*** Opening Extracted information ***
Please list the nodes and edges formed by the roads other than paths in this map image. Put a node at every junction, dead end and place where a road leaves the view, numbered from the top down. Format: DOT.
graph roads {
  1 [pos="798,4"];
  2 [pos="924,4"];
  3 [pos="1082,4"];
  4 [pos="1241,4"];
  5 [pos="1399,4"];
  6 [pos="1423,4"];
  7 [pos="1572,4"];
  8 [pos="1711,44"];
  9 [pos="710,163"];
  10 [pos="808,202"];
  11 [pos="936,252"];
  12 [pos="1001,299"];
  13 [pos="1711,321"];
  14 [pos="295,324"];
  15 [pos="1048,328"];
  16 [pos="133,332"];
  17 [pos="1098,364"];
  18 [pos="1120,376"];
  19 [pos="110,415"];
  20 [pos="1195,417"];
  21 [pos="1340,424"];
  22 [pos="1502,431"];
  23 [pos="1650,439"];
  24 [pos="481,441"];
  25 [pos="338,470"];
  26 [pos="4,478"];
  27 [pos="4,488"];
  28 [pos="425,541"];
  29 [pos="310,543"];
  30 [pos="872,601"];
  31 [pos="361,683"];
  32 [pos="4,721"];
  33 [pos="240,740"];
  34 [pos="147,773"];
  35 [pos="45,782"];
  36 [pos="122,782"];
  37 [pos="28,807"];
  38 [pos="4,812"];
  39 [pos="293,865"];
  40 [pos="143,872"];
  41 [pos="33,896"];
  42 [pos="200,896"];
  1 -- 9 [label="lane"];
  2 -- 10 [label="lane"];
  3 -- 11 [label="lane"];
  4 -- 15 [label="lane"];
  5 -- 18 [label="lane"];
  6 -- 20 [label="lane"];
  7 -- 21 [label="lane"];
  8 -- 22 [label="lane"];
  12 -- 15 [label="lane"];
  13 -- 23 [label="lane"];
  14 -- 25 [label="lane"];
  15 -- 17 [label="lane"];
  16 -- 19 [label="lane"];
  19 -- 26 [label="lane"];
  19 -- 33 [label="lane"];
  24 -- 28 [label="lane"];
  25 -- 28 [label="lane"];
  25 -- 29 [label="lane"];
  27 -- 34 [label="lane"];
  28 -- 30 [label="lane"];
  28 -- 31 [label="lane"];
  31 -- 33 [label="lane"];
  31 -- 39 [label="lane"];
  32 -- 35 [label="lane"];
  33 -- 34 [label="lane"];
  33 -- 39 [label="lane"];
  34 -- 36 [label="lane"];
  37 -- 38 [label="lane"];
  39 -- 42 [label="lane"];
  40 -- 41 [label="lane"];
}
*** Closing Extracted information ***
Assignment: How many lines of the records contain the word "roads"? Reply with the number and nothing else.

Task output: 2